▸ Goal of the exercise: Without skipping a line, reproduce the entries exactly.

(Source records)
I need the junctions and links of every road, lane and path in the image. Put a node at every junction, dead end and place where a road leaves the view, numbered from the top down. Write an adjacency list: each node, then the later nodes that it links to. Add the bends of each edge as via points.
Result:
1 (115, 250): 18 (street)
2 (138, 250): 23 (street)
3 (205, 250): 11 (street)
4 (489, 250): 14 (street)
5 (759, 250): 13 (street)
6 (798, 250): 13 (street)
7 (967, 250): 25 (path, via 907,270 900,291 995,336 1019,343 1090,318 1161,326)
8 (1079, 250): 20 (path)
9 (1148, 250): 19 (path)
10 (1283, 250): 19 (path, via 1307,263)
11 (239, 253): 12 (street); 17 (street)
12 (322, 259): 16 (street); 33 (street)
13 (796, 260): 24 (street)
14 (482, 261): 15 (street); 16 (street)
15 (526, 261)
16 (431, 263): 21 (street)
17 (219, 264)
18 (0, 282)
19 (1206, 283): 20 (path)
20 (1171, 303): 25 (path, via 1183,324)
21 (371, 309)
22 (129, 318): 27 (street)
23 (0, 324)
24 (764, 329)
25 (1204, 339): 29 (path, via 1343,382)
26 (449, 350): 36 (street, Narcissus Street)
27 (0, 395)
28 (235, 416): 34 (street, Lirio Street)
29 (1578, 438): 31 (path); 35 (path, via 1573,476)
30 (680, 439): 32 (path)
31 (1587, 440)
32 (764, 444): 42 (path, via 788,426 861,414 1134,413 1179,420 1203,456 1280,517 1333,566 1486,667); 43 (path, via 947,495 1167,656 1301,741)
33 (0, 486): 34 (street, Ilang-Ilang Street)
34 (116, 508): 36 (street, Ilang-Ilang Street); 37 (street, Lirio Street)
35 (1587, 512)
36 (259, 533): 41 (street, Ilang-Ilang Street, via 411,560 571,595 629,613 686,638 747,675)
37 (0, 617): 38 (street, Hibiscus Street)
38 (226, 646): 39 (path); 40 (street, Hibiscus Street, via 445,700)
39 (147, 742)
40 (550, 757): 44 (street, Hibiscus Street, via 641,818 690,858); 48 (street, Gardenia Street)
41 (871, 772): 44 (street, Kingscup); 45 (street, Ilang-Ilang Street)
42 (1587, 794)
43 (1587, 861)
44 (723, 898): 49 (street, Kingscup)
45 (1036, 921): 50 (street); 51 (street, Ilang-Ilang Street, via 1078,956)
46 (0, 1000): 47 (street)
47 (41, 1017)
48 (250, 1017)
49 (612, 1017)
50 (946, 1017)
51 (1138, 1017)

▸ Solution:
I need the junctions and links of every road, lane and path in the image. Put a node at every junction, dead end and place where a road leaves the view, numbered from the top down. Write an adjacency list: each node, then the later nodes that it links to. Add the bends of each edge as via points.
Result:
1 (115, 250): 18 (street)
2 (138, 250): 23 (street)
3 (205, 250): 11 (street)
4 (489, 250): 14 (street)
5 (759, 250): 13 (street)
6 (798, 250): 13 (street)
7 (967, 250): 25 (path, via 907,270 900,291 995,336 1019,343 1090,318 1161,326)
8 (1079, 250): 20 (path)
9 (1148, 250): 19 (path)
10 (1283, 250): 19 (path, via 1307,263)
11 (239, 253): 12 (street); 17 (street)
12 (322, 259): 16 (street); 33 (street)
13 (796, 260): 24 (street)
14 (482, 261): 15 (street); 16 (street)
15 (526, 261)
16 (431, 263): 21 (street)
17 (219, 264)
18 (0, 282)
19 (1206, 283): 20 (path)
20 (1171, 303): 25 (path, via 1183,324)
21 (371, 309)
22 (129, 318): 27 (street)
23 (0, 324)
24 (764, 329)
25 (1204, 339): 29 (path, via 1343,382)
26 (449, 350): 36 (street, Narcissus Street)
27 (0, 395)
28 (235, 416): 34 (street, Lirio Street)
29 (1578, 438): 31 (path); 35 (path, via 1573,476)
30 (680, 439): 32 (path)
31 (1587, 440)
32 (764, 444): 42 (path, via 788,426 861,414 1134,413 1179,420 1203,456 1280,517 1333,566 1486,667); 43 (path, via 947,495 1167,656 1301,741)
33 (0, 486): 34 (street, Ilang-Ilang Street)
34 (116, 508): 36 (street, Ilang-Ilang Street); 37 (street, Lirio Street)
35 (1587, 512)
36 (259, 533): 41 (street, Ilang-Ilang Street, via 411,560 571,595 629,613 686,638 747,675)
37 (0, 617): 38 (street, Hibiscus Street)
38 (226, 646): 39 (path); 40 (street, Hibiscus Street, via 445,700)
39 (147, 742)
40 (550, 757): 44 (street, Hibiscus Street, via 641,818 690,858); 48 (street, Gardenia Street)
41 (871, 772): 44 (street, Kingscup); 45 (street, Ilang-Ilang Street)
42 (1587, 794)
43 (1587, 861)
44 (723, 898): 49 (street, Kingscup)
45 (1036, 921): 50 (street); 51 (street, Ilang-Ilang Street, via 1078,956)
46 (0, 1000): 47 (street)
47 (41, 1017)
48 (250, 1017)
49 (612, 1017)
50 (946, 1017)
51 (1138, 1017)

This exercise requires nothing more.